The world of fitness is filled with a plethora of workout methodologies, each with its unique approach and benefits. One such method, which has stood the test of time since the 1930s, is the 8x8 workout. This method, also known as the Gironda training system, is celebrated for its focus on hypertrophy and high volume training.
The 8x8 workout is a bodybuilding training methodology that emphasizes high volume training (HVT). It is named after the number of repetitions (8) and series (8) it involves, resulting in a total of 64 repetitions per exercise. This method can be applied universally to all exercises, provided the individual can handle the intensity.
Unlike other workout methodologies that focus on maximal strength and high percentages of one-repetition maximum (1RM), the 8x8 workout requires maintaining tension even between sets. This means avoiding resting on the barbell or dumbbell between sets.

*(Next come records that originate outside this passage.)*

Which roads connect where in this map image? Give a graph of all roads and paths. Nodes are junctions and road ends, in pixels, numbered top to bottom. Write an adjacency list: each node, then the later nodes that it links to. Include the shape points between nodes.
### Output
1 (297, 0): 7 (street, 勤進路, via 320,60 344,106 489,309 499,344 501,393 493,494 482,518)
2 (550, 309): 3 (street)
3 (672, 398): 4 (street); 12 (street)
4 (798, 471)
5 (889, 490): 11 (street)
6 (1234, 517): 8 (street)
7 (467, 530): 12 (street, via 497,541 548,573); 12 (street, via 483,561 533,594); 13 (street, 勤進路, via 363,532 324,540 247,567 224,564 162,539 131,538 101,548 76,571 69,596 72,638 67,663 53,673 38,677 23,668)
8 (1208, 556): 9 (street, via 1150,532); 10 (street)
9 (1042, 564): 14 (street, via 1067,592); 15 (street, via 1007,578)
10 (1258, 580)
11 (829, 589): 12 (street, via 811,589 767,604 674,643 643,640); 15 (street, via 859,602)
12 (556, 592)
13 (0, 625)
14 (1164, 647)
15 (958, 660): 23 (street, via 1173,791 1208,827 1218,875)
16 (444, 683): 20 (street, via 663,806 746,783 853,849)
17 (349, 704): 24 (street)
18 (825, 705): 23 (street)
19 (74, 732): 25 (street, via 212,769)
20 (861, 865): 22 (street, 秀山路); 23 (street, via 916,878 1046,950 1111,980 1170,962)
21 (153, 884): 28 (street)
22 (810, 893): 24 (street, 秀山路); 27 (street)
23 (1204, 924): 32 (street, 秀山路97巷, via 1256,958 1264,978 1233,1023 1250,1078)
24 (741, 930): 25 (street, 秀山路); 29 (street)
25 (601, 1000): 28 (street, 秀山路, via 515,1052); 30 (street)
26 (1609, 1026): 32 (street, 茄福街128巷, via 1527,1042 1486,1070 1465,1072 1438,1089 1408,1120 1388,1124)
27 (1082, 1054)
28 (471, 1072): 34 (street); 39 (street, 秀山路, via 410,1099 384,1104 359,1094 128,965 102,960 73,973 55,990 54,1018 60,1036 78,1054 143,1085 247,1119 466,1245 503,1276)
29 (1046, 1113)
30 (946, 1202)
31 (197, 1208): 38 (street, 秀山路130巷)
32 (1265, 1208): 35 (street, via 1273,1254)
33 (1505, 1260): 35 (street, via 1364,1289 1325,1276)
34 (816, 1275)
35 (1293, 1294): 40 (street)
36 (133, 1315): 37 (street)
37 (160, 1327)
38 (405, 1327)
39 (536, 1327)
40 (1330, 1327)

The 8x8 workout is characterized by high times under muscular tension (TUT), averaging around 4'' per repetition, which is split equally between the concentric and eccentric phases. This leads to high energy expenditure and significant lactic acid production.
The recovery times between sets are minimal, ranging from 15 to 30 seconds, similar to a rest pause. There is no need for rest between different muscle groups. This results in a high-density workout that demands effective lactate management but also offers a manageable overall session time, typically around 45-60 minutes.
The volume achievable through the 8x8 workout is significantly higher than most conventional workout methods. For instance, the average training volume for an amateur bodybuilder is approximately 110-115 repetitions. In contrast, the 8x8 workout can yield a volume of 192-256 repetitions when applied to all exercises. This is nearly double the volume obtained through most common gym workouts.
Like any workout methodology, the 8x8 workout has its advantages and disadvantages.
High Training Volumes: The 8x8 workout allows for high training volumes, which can be beneficial during certain periods for achieving specific muscle stress.
Energy Consumption: This method has high overall energy consumption, which can aid in increasing calorie needs and losing fat mass, particularly during cutting periods.
Safety: The 8x8 workout promotes slow and controlled movements with manageable overloads, enhancing execution safety.
Muscle Growth: The long times under tension and short recoveries stimulate an increase in muscle cross-section, primarily due to the biochemical-hormonal stimulation of anabolic mediators, resulting from high lactic acid production and accumulation.
Lack of Maximal Strength Stimulus: The 8x8 workout does not provide a stimulus for maximal strength, thus it may not promote myofibrillar hypertrophy.
Energy Costs: While the high energy costs can promote a negative caloric balance, if not managed with a well-calibrated diet, it could be counterproductive for maintaining muscle mass during the definition phase.
Suitability: The 8x8 workout is more suitable for complementary and isolation exercises. In heavy multi-joint exercises, the resulting metabolic fatigue may further compromise the extent of overloads.
In conclusion, the 8x8 workout is an effective high-volume system that requires careful planning and contextualization, both in annual programming and individual session planning. While it may be excessive if applied to all exercises and ineffective if strength is a lacking aspect, it provides a valuable opportunity to rest joints stressed by high-intensity protocols and gain useful muscular and metabolic skills for subsequent periodizations.